┌──

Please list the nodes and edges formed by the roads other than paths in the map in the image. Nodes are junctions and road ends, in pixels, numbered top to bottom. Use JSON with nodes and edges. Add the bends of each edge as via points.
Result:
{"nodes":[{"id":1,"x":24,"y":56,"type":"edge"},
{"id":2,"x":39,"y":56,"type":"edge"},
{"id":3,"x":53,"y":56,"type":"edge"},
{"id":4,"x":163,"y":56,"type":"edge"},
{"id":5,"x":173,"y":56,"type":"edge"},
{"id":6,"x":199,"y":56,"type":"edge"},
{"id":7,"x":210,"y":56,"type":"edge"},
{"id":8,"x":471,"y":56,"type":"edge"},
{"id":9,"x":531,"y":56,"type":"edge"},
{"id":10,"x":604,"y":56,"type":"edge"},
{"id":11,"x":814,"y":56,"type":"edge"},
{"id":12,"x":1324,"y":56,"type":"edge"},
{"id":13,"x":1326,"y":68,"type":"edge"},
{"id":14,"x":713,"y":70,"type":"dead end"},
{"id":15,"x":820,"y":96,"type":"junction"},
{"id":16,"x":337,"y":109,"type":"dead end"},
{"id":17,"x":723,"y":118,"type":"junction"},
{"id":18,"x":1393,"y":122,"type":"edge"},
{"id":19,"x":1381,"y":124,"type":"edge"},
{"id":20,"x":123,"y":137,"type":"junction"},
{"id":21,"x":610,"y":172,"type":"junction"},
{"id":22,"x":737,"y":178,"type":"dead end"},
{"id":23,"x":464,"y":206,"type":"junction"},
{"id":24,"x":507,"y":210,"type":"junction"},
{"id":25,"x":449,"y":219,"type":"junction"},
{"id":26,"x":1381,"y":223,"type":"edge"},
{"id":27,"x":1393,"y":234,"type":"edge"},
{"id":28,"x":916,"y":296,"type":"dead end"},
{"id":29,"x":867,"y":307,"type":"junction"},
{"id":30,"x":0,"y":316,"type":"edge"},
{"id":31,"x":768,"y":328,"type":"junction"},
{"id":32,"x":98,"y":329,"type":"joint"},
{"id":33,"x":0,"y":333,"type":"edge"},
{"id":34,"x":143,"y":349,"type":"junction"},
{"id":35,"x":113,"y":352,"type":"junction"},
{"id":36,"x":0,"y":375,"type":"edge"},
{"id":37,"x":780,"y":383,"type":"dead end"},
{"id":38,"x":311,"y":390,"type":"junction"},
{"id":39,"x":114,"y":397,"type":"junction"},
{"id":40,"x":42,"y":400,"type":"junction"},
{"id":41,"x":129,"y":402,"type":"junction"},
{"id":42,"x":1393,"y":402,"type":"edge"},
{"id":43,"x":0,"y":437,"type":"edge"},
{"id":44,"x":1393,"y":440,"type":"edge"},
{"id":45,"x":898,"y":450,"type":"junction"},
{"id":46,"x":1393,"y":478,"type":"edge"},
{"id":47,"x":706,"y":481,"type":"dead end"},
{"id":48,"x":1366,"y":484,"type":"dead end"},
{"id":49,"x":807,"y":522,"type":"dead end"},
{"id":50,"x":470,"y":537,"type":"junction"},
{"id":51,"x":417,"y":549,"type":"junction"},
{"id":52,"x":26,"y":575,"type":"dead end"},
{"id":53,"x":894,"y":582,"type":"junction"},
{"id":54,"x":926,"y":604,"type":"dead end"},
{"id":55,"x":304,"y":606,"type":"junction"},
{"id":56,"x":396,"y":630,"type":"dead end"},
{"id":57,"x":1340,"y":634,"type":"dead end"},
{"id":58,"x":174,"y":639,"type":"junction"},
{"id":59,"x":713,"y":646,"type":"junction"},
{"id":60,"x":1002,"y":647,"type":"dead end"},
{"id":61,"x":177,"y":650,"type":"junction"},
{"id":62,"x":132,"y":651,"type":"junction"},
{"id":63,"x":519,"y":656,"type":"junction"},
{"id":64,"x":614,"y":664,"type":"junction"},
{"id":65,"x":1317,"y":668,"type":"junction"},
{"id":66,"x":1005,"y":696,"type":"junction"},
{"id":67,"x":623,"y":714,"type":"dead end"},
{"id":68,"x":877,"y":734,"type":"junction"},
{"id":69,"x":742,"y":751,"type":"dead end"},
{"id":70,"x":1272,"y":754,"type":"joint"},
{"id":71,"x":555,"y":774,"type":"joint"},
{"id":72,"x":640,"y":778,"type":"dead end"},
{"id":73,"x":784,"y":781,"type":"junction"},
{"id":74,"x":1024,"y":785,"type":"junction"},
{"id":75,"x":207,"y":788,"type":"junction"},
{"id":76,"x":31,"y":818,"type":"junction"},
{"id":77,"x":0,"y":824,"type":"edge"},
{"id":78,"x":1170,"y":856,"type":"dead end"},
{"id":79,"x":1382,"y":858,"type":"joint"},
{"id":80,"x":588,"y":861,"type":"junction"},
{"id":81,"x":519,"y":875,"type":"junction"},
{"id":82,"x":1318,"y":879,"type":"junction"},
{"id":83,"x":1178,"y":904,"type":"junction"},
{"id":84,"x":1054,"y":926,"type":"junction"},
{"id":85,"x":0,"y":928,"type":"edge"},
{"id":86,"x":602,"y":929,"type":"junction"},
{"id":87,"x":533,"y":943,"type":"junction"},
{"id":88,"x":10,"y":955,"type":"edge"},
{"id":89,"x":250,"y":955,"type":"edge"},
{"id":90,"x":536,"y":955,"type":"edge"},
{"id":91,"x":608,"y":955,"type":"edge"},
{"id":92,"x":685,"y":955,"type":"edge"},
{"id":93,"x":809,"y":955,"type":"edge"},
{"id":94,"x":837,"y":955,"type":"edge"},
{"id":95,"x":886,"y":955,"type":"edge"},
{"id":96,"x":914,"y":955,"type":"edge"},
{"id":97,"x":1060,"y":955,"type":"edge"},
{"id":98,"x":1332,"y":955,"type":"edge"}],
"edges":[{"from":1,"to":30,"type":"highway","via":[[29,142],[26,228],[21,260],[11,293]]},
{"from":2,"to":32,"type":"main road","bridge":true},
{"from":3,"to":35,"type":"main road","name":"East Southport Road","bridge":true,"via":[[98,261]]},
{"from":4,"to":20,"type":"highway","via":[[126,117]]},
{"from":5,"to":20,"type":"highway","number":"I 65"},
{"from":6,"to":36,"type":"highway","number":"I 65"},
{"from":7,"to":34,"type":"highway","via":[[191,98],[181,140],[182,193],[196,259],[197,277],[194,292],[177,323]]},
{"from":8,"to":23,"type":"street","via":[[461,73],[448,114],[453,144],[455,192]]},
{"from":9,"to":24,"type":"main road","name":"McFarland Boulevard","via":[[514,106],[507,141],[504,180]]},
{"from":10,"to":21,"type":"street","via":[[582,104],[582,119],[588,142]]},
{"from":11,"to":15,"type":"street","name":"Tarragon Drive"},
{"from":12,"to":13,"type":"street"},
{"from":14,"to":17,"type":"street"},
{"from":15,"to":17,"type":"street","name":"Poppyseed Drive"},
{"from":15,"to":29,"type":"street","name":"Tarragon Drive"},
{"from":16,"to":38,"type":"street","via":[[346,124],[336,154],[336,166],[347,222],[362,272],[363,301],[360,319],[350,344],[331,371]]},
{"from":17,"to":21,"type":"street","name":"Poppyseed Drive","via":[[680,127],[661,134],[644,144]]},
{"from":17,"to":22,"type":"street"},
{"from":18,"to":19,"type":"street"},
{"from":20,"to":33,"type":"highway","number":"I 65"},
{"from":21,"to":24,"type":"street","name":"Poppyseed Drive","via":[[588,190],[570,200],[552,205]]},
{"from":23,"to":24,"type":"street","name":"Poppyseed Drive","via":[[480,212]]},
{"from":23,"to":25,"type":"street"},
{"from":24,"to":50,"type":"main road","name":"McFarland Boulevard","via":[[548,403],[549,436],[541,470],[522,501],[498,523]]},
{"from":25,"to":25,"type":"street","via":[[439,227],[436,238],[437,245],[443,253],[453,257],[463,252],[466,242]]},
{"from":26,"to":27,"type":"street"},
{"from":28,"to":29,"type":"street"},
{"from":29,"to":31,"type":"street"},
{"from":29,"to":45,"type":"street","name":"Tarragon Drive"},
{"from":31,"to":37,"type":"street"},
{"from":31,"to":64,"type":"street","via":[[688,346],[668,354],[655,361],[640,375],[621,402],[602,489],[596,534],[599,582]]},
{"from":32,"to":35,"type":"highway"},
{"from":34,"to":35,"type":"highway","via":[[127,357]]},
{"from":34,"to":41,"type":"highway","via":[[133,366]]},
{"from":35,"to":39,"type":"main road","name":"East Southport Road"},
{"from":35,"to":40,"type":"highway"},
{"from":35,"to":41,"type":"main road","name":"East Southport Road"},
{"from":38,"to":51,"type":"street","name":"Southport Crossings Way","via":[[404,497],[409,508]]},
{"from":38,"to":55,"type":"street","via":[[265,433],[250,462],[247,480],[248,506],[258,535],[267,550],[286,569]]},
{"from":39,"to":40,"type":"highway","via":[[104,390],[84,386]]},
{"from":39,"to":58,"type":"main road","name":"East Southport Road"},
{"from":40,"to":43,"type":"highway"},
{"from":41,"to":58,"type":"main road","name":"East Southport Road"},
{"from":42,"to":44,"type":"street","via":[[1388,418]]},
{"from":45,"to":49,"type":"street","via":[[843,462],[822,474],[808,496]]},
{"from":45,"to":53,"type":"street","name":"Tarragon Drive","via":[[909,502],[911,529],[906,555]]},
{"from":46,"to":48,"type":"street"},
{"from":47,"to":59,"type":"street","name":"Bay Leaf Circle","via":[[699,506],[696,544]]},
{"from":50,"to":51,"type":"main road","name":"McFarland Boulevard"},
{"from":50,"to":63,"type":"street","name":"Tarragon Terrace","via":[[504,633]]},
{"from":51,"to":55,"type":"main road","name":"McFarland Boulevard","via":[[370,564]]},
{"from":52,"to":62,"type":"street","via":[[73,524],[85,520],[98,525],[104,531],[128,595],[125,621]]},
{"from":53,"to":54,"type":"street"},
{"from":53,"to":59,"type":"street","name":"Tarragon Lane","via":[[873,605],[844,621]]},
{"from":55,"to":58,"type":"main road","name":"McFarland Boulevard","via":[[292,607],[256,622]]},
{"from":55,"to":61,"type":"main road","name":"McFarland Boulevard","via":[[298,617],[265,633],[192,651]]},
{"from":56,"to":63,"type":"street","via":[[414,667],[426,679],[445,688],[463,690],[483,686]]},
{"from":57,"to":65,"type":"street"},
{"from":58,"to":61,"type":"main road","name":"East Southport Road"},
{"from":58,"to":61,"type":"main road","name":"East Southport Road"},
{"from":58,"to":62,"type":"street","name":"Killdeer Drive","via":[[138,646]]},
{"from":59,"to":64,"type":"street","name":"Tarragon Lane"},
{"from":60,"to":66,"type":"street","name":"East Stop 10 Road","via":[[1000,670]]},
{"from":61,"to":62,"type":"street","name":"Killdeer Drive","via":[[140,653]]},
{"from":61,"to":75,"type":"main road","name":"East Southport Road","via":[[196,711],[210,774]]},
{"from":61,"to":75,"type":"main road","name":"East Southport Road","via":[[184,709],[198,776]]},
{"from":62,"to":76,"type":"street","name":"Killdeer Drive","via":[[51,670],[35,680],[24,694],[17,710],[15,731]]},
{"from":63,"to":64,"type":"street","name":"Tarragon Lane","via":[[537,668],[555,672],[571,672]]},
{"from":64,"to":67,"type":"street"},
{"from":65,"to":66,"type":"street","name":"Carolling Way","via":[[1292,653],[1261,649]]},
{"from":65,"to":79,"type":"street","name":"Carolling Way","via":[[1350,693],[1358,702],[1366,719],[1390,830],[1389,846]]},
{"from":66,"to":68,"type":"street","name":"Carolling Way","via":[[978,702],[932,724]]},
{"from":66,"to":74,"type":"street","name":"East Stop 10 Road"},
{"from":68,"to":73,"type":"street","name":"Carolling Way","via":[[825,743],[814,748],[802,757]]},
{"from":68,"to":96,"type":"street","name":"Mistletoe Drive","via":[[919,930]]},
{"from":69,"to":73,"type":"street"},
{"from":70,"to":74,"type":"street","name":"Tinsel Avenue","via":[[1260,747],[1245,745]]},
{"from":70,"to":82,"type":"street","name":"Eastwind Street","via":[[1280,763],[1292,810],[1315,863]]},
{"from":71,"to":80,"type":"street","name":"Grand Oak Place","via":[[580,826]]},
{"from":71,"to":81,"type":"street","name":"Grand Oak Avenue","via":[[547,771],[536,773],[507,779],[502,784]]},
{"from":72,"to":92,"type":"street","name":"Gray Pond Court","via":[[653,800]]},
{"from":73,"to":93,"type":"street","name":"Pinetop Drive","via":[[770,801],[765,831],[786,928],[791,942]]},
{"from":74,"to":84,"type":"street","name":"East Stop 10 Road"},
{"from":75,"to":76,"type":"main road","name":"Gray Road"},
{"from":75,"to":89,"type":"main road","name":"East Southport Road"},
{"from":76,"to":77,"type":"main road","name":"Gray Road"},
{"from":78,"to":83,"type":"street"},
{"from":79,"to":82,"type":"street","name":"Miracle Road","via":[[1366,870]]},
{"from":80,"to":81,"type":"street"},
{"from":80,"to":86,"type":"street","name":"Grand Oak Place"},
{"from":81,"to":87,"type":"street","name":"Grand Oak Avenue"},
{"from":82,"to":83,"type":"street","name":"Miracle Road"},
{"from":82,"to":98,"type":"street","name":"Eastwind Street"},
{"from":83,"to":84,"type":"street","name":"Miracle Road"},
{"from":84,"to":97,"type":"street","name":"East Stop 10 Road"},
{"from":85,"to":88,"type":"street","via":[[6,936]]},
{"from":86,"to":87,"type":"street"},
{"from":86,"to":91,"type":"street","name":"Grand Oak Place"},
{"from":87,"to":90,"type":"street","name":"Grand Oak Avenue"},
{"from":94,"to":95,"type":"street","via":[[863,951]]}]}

└──

In the records above, locate each line with the word "Avenue". Copy all such lines.

{"from":70,"to":74,"type":"street","name":"Tinsel Avenue","via":[[1260,747],[1245,745]]},
{"from":71,"to":81,"type":"street","name":"Grand Oak Avenue","via":[[547,771],[536,773],[507,779],[502,784]]},
{"from":81,"to":87,"type":"street","name":"Grand Oak Avenue"},
{"from":87,"to":90,"type":"street","name":"Grand Oak Avenue"},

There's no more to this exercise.